Our history is long, rich, expansive, complicated, intersectional, unabashed, motivational, transcendent, resilient…

Black history is not just the story of a people; it is the story of progress, of resistance, of innovation, and of nations still reckoning with their past while shaping the future. It is a history that touches every movement for justice, every field of achievement, every corner of our collective consciousness.

From the enslaved scholars who defied oppression by learning to read, to the revolutionaries who fought for abolition, to the trailblazers who demanded voting rights, labor rights, and human rights, our past is filled with stories of perseverance and determination. It is a history of kings and queens, inventors and artists, thinkers and revolutionaries. It is a history of survival—and of thriving in the face of systems built to keep us from both.

But let’s be clear: Black history is not just something to be remembered—it is something to be known, to be studied, to be centered in our collective understanding of how we got here.

Because it is our shared history.

It is the foundation upon which movements for LGBTQ+ rights, women’s rights, immigrant rights, and disability rights have been built.
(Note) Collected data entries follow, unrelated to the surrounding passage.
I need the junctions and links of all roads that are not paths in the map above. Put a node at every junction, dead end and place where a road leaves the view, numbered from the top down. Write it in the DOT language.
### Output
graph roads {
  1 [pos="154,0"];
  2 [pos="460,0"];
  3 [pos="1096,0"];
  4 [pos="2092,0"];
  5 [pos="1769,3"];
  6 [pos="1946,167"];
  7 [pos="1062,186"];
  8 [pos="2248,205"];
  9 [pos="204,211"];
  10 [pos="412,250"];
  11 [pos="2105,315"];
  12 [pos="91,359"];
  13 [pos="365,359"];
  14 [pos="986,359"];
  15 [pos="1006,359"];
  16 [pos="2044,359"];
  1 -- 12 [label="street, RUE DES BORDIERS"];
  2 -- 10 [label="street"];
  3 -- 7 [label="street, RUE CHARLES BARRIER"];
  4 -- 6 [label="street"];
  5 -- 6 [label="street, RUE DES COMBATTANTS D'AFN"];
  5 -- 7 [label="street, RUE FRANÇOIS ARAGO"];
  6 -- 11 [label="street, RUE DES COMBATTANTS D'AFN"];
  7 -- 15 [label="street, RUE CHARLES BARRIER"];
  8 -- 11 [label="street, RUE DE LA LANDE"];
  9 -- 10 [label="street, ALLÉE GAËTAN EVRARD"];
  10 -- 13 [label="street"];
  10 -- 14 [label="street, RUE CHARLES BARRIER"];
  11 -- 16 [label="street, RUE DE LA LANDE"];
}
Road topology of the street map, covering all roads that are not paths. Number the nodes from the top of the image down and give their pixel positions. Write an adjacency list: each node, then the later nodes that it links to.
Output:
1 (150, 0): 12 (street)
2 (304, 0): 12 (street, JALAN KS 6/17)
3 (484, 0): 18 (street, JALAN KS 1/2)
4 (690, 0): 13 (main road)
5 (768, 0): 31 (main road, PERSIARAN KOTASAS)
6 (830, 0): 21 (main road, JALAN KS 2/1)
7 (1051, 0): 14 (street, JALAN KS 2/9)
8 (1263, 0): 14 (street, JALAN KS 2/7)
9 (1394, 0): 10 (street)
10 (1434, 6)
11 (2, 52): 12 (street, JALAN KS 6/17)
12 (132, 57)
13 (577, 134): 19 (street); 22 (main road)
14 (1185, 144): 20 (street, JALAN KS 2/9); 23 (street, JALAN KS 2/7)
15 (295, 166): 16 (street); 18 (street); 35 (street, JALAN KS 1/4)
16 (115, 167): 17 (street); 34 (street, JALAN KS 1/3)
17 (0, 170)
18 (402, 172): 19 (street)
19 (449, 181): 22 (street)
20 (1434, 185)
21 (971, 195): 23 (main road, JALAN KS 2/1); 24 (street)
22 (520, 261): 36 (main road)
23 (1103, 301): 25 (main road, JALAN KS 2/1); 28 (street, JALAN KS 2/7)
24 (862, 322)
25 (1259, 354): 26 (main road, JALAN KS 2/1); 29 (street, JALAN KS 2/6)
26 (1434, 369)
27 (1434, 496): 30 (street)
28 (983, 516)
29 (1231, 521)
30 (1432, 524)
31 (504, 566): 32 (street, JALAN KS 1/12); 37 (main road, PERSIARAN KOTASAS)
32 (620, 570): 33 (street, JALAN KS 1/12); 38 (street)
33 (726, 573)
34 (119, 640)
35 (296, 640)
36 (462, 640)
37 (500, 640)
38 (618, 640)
It is the framework that has informed strategies for justice across generations. And it is the reason why none of us move forward without acknowledging those who paved the way.

This month, and always, we honor the leaders whose names are etched in history, and the everyday people whose sacrifices made today possible. We celebrate the voices that shaped culture, the minds that expanded knowledge, and the hands that built nations.

Black history is not just about the past—it is about the future we continue to create.